─── EXERCISE DATA ───
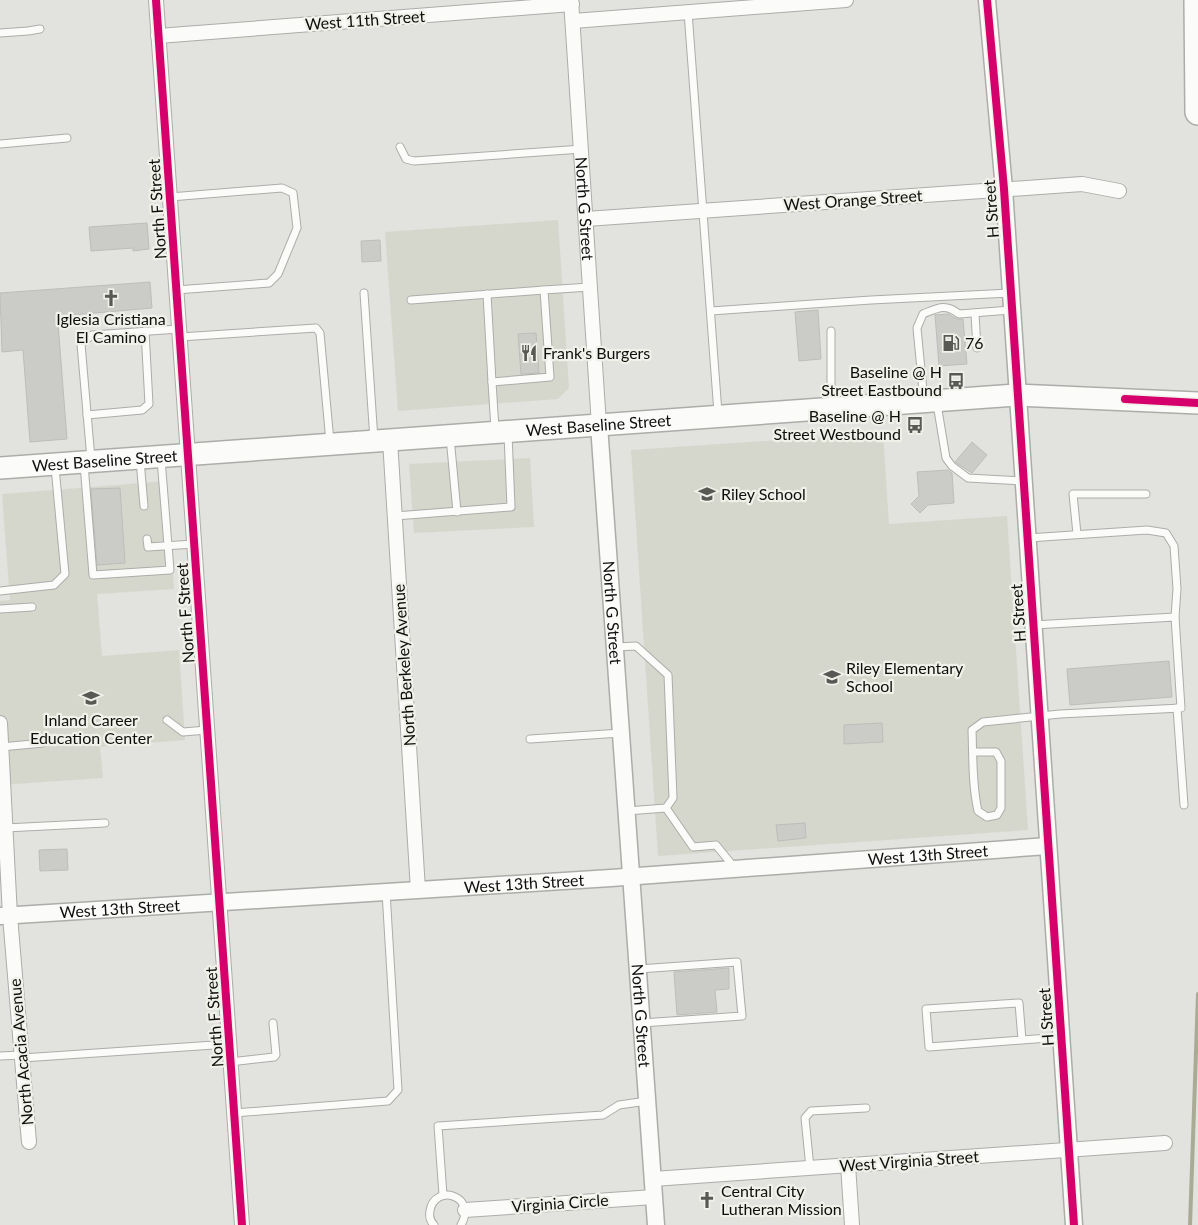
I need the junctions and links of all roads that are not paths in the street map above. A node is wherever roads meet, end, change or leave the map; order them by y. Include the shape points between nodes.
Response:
1 (156, 0) edge
2 (846, 0) edge
3 (987, 0) edge
4 (1197, 0) edge
5 (571, 2) edge
6 (688, 12) junction
7 (573, 21) junction
8 (40, 29) dead end
9 (0, 33) edge
10 (158, 36) junction
11 (1198, 112) edge
12 (67, 138) dead end
13 (0, 144) edge
14 (400, 147) dead end
15 (582, 149) junction
16 (1004, 189) junction
17 (1119, 192) dead end
18 (170, 197) junction
19 (703, 210) junction
20 (586, 219) junction
21 (590, 287) junction
22 (176, 290) junction
23 (544, 290) junction
24 (364, 293) dead end
25 (487, 294) junction
26 (1010, 294) junction
27 (410, 300) dead end
28 (1011, 310) junction
29 (711, 311) junction
30 (975, 314) junction
31 (145, 331) junction
32 (831, 331) dead end
33 (179, 333) junction
34 (977, 348) dead end
35 (492, 382) junction
36 (1016, 395) junction
37 (930, 402) junction
38 (1198, 403) edge
39 (833, 408) junction
40 (87, 415) junction
41 (719, 416) junction
42 (599, 425) junction
43 (502, 432) junction
44 (450, 436) junction
45 (382, 440) junction
46 (330, 444) junction
47 (188, 454) junction
48 (161, 456) junction
49 (139, 457) junction
50 (87, 461) junction
51 (54, 464) junction
52 (0, 468) edge
53 (1022, 481) junction
54 (1146, 494) dead end
55 (144, 506) dead end
56 (457, 512) junction
57 (395, 516) junction
58 (1077, 534) junction
59 (1026, 538) junction
60 (147, 539) dead end
61 (194, 544) junction
62 (168, 546) junction
63 (0, 591) edge
64 (32, 607) dead end
65 (0, 609) edge
66 (1175, 616) junction
67 (1032, 625) junction
68 (616, 647) junction
69 (1177, 708) junction
70 (1039, 717) junction
71 (167, 720) dead end
72 (0, 723) edge
73 (207, 730) junction
74 (622, 733) junction
75 (530, 739) dead end
76 (43, 743) dead end
77 (1, 747) edge
78 (973, 752) junction
79 (1184, 804) dead end
80 (666, 808) junction
81 (628, 811) junction
82 (105, 823) dead end
83 (5, 828) junction
84 (1048, 846) junction
85 (736, 869) junction
86 (632, 876) junction
87 (418, 890) junction
88 (386, 892) junction
89 (220, 902) junction
90 (5, 916) edge
91 (638, 969) junction
92 (274, 1023) dead end
93 (642, 1023) junction
94 (1061, 1037) junction
95 (1022, 1040) junction
96 (229, 1044) junction
97 (0, 1056) edge
98 (22, 1057) junction
99 (230, 1062) junction
100 (648, 1101) junction
101 (866, 1108) dead end
102 (234, 1113) junction
103 (29, 1142) dead end
104 (1165, 1143) dead end
105 (1068, 1150) junction
106 (848, 1165) junction
107 (810, 1168) junction
108 (653, 1179) junction
109 (443, 1195) junction
110 (654, 1197) junction
111 (465, 1210) junction
112 (242, 1225) edge
113 (434, 1225) edge
114 (461, 1225) edge
115 (656, 1225) edge
116 (852, 1225) edge
117 (1074, 1225) edge

1 - 10 street, North F Street
2 - 6 street
3 - 16 street, H Street
4 - 11 highway
5 - 7 street, North G Street
5 - 10 street, West 11th Street
6 - 7 street
6 - 19 lane
7 - 15 street, North G Street
8 - 9 lane
10 - 18 street, North F Street
12 - 13 lane
14 - 15 lane via 406,159 414,161
15 - 20 street, North G Street
16 - 17 street, West Orange Street via 1082,184
16 - 19 street, West Orange Street
16 - 26 street, H Street
18 - 22 street, North F Street
18 - 22 lane via 282,188 293,194 297,228 278,274 269,283
19 - 20 street, West Orange Street
19 - 29 lane
20 - 21 street, North G Street
21 - 23 lane
21 - 42 street, North G Street
22 - 33 street, North F Street
23 - 25 lane
23 - 35 lane via 550,377
24 - 45 lane
25 - 27 lane
25 - 35 lane
26 - 28 street, H Street
26 - 29 lane
28 - 30 lane
28 - 36 street, H Street
29 - 41 lane
30 - 34 lane
30 - 37 lane via 959,314 941,307 923,314 917,328
31 - 33 lane
31 - 40 lane via 148,404 142,410
31 - 40 lane via 92,335 81,344
32 - 39 lane
33 - 46 lane via 316,328 320,333
33 - 47 street, North F Street
35 - 43 lane
36 - 37 main road, West Baseline Street
36 - 38 main road, West Baseline Street
36 - 53 street, H Street
37 - 39 main road, West Baseline Street
37 - 53 lane via 946,458 952,466 968,478
39 - 41 main road, West Baseline Street
40 - 50 lane
41 - 42 main road, West Baseline Street
42 - 43 main road, West Baseline Street
42 - 68 street, North G Street
43 - 44 main road, West Baseline Street
43 - 56 lane via 511,507
44 - 45 main road, West Baseline Street
44 - 56 lane
45 - 46 main road, West Baseline Street
45 - 57 street, North Berkeley Avenue
46 - 47 main road, West Baseline Street
47 - 48 main road, West Baseline Street
47 - 61 street, North F Street
48 - 49 main road, West Baseline Street
48 - 62 lane
49 - 50 main road, West Baseline Street
49 - 55 lane
50 - 51 main road, West Baseline Street
50 - 62 lane via 93,575 170,570
51 - 52 main road, West Baseline Street
51 - 63 lane via 65,574 54,585
53 - 59 street, H Street
54 - 58 lane via 1073,494
56 - 57 lane
57 - 87 street, North Berkeley Avenue
58 - 59 lane
58 - 66 lane via 1147,530 1166,533 1174,546
59 - 67 street, H Street
60 - 62 lane via 148,547
61 - 62 lane
61 - 73 street, North F Street
64 - 65 lane
66 - 67 lane
66 - 69 lane via 1181,708
67 - 70 street, H Street
68 - 74 street, North G Street
68 - 80 lane via 636,646 668,675 673,798
69 - 70 lane
69 - 79 lane
70 - 78 lane via 983,722 972,730
70 - 84 street, H Street
71 - 73 lane via 183,732
72 - 77 street, North Acacia Avenue
73 - 89 street, North F Street
74 - 75 lane
74 - 81 street, North G Street
76 - 77 lane
77 - 83 street, North Acacia Avenue
78 - 78 lane via 996,752 1001,761 1001,808 997,815 987,817 978,811
80 - 81 lane
80 - 85 lane via 693,847 716,845
81 - 86 street, North G Street
82 - 83 lane
83 - 90 street, North Acacia Avenue
84 - 85 street, West 13th Street
84 - 94 street, H Street
85 - 86 street, West 13th Street
86 - 87 street, West 13th Street
86 - 91 street, North G Street
87 - 88 street, West 13th Street
88 - 89 street, West 13th Street
88 - 102 lane via 398,1090 388,1101
89 - 90 street, West 13th Street
89 - 96 street, North F Street
90 - 98 street, North Acacia Avenue
91 - 93 street, North G Street
91 - 93 lane via 737,962 742,1016
92 - 99 lane via 274,1057
93 - 100 street, North G Street
94 - 95 lane
94 - 105 street, H Street
95 - 95 lane via 929,1047 926,1009 1019,1003
96 - 98 lane
96 - 99 street, North F Street
97 - 98 lane
98 - 103 street, North Acacia Avenue
99 - 102 street, North F Street
100 - 108 street, North G Street
100 - 109 lane via 619,1105 603,1115 438,1126
101 - 107 lane via 811,1112 805,1118
102 - 112 street, North F Street
104 - 105 street, West Virginia Street
105 - 106 street, West Virginia Street
105 - 117 street, H Street
106 - 107 street, West Virginia Street
106 - 116 street
107 - 108 street, West Virginia Street
108 - 110 street, North G Street
109 - 111 lane via 457,1198
109 - 113 lane via 430,1206 429,1214
110 - 111 street, Virginia Circle
110 - 115 street, North G Street
111 - 114 lane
───
_PROBLEM STATEMENT_
Write out the data precisely as given, excluding the pictures.

_WORKED SOLUTION_
I need the junctions and links of all roads that are not paths in the street map above. A node is wherever roads meet, end, change or leave the map; order them by y. Include the shape points between nodes.
Response:
1 (156, 0) edge
2 (846, 0) edge
3 (987, 0) edge
4 (1197, 0) edge
5 (571, 2) edge
6 (688, 12) junction
7 (573, 21) junction
8 (40, 29) dead end
9 (0, 33) edge
10 (158, 36) junction
11 (1198, 112) edge
12 (67, 138) dead end
13 (0, 144) edge
14 (400, 147) dead end
15 (582, 149) junction
16 (1004, 189) junction
17 (1119, 192) dead end
18 (170, 197) junction
19 (703, 210) junction
20 (586, 219) junction
21 (590, 287) junction
22 (176, 290) junction
23 (544, 290) junction
24 (364, 293) dead end
25 (487, 294) junction
26 (1010, 294) junction
27 (410, 300) dead end
28 (1011, 310) junction
29 (711, 311) junction
30 (975, 314) junction
31 (145, 331) junction
32 (831, 331) dead end
33 (179, 333) junction
34 (977, 348) dead end
35 (492, 382) junction
36 (1016, 395) junction
37 (930, 402) junction
38 (1198, 403) edge
39 (833, 408) junction
40 (87, 415) junction
41 (719, 416) junction
42 (599, 425) junction
43 (502, 432) junction
44 (450, 436) junction
45 (382, 440) junction
46 (330, 444) junction
47 (188, 454) junction
48 (161, 456) junction
49 (139, 457) junction
50 (87, 461) junction
51 (54, 464) junction
52 (0, 468) edge
53 (1022, 481) junction
54 (1146, 494) dead end
55 (144, 506) dead end
56 (457, 512) junction
57 (395, 516) junction
58 (1077, 534) junction
59 (1026, 538) junction
60 (147, 539) dead end
61 (194, 544) junction
62 (168, 546) junction
63 (0, 591) edge
64 (32, 607) dead end
65 (0, 609) edge
66 (1175, 616) junction
67 (1032, 625) junction
68 (616, 647) junction
69 (1177, 708) junction
70 (1039, 717) junction
71 (167, 720) dead end
72 (0, 723) edge
73 (207, 730) junction
74 (622, 733) junction
75 (530, 739) dead end
76 (43, 743) dead end
77 (1, 747) edge
78 (973, 752) junction
79 (1184, 804) dead end
80 (666, 808) junction
81 (628, 811) junction
82 (105, 823) dead end
83 (5, 828) junction
84 (1048, 846) junction
85 (736, 869) junction
86 (632, 876) junction
87 (418, 890) junction
88 (386, 892) junction
89 (220, 902) junction
90 (5, 916) edge
91 (638, 969) junction
92 (274, 1023) dead end
93 (642, 1023) junction
94 (1061, 1037) junction
95 (1022, 1040) junction
96 (229, 1044) junction
97 (0, 1056) edge
98 (22, 1057) junction
99 (230, 1062) junction
100 (648, 1101) junction
101 (866, 1108) dead end
102 (234, 1113) junction
103 (29, 1142) dead end
104 (1165, 1143) dead end
105 (1068, 1150) junction
106 (848, 1165) junction
107 (810, 1168) junction
108 (653, 1179) junction
109 (443, 1195) junction
110 (654, 1197) junction
111 (465, 1210) junction
112 (242, 1225) edge
113 (434, 1225) edge
114 (461, 1225) edge
115 (656, 1225) edge
116 (852, 1225) edge
117 (1074, 1225) edge

1 - 10 street, North F Street
2 - 6 street
3 - 16 street, H Street
4 - 11 highway
5 - 7 street, North G Street
5 - 10 street, West 11th Street
6 - 7 street
6 - 19 lane
7 - 15 street, North G Street
8 - 9 lane
10 - 18 street, North F Street
12 - 13 lane
14 - 15 lane via 406,159 414,161
15 - 20 street, North G Street
16 - 17 street, West Orange Street via 1082,184
16 - 19 street, West Orange Street
16 - 26 street, H Street
18 - 22 street, North F Street
18 - 22 lane via 282,188 293,194 297,228 278,274 269,283
19 - 20 street, West Orange Street
19 - 29 lane
20 - 21 street, North G Street
21 - 23 lane
21 - 42 street, North G Street
22 - 33 street, North F Street
23 - 25 lane
23 - 35 lane via 550,377
24 - 45 lane
25 - 27 lane
25 - 35 lane
26 - 28 street, H Street
26 - 29 lane
28 - 30 lane
28 - 36 street, H Street
29 - 41 lane
30 - 34 lane
30 - 37 lane via 959,314 941,307 923,314 917,328
31 - 33 lane
31 - 40 lane via 148,404 142,410
31 - 40 lane via 92,335 81,344
32 - 39 lane
33 - 46 lane via 316,328 320,333
33 - 47 street, North F Street
35 - 43 lane
36 - 37 main road, West Baseline Street
36 - 38 main road, West Baseline Street
36 - 53 street, H Street
37 - 39 main road, West Baseline Street
37 - 53 lane via 946,458 952,466 968,478
39 - 41 main road, West Baseline Street
40 - 50 lane
41 - 42 main road, West Baseline Street
42 - 43 main road, West Baseline Street
42 - 68 street, North G Street
43 - 44 main road, West Baseline Street
43 - 56 lane via 511,507
44 - 45 main road, West Baseline Street
44 - 56 lane
45 - 46 main road, West Baseline Street
45 - 57 street, North Berkeley Avenue
46 - 47 main road, West Baseline Street
47 - 48 main road, West Baseline Street
47 - 61 street, North F Street
48 - 49 main road, West Baseline Street
48 - 62 lane
49 - 50 main road, West Baseline Street
49 - 55 lane
50 - 51 main road, West Baseline Street
50 - 62 lane via 93,575 170,570
51 - 52 main road, West Baseline Street
51 - 63 lane via 65,574 54,585
53 - 59 street, H Street
54 - 58 lane via 1073,494
56 - 57 lane
57 - 87 street, North Berkeley Avenue
58 - 59 lane
58 - 66 lane via 1147,530 1166,533 1174,546
59 - 67 street, H Street
60 - 62 lane via 148,547
61 - 62 lane
61 - 73 street, North F Street
64 - 65 lane
66 - 67 lane
66 - 69 lane via 1181,708
67 - 70 street, H Street
68 - 74 street, North G Street
68 - 80 lane via 636,646 668,675 673,798
69 - 70 lane
69 - 79 lane
70 - 78 lane via 983,722 972,730
70 - 84 street, H Street
71 - 73 lane via 183,732
72 - 77 street, North Acacia Avenue
73 - 89 street, North F Street
74 - 75 lane
74 - 81 street, North G Street
76 - 77 lane
77 - 83 street, North Acacia Avenue
78 - 78 lane via 996,752 1001,761 1001,808 997,815 987,817 978,811
80 - 81 lane
80 - 85 lane via 693,847 716,845
81 - 86 street, North G Street
82 - 83 lane
83 - 90 street, North Acacia Avenue
84 - 85 street, West 13th Street
84 - 94 street, H Street
85 - 86 street, West 13th Street
86 - 87 street, West 13th Street
86 - 91 street, North G Street
87 - 88 street, West 13th Street
88 - 89 street, West 13th Street
88 - 102 lane via 398,1090 388,1101
89 - 90 street, West 13th Street
89 - 96 street, North F Street
90 - 98 street, North Acacia Avenue
91 - 93 street, North G Street
91 - 93 lane via 737,962 742,1016
92 - 99 lane via 274,1057
93 - 100 street, North G Street
94 - 95 lane
94 - 105 street, H Street
95 - 95 lane via 929,1047 926,1009 1019,1003
96 - 98 lane
96 - 99 street, North F Street
97 - 98 lane
98 - 103 street, North Acacia Avenue
99 - 102 street, North F Street
100 - 108 street, North G Street
100 - 109 lane via 619,1105 603,1115 438,1126
101 - 107 lane via 811,1112 805,1118
102 - 112 street, North F Street
104 - 105 street, West Virginia Street
105 - 106 street, West Virginia Street
105 - 117 street, H Street
106 - 107 street, West Virginia Street
106 - 116 street
107 - 108 street, West Virginia Street
108 - 110 street, North G Street
109 - 111 lane via 457,1198
109 - 113 lane via 430,1206 429,1214
110 - 111 street, Virginia Circle
110 - 115 street, North G Street
111 - 114 lane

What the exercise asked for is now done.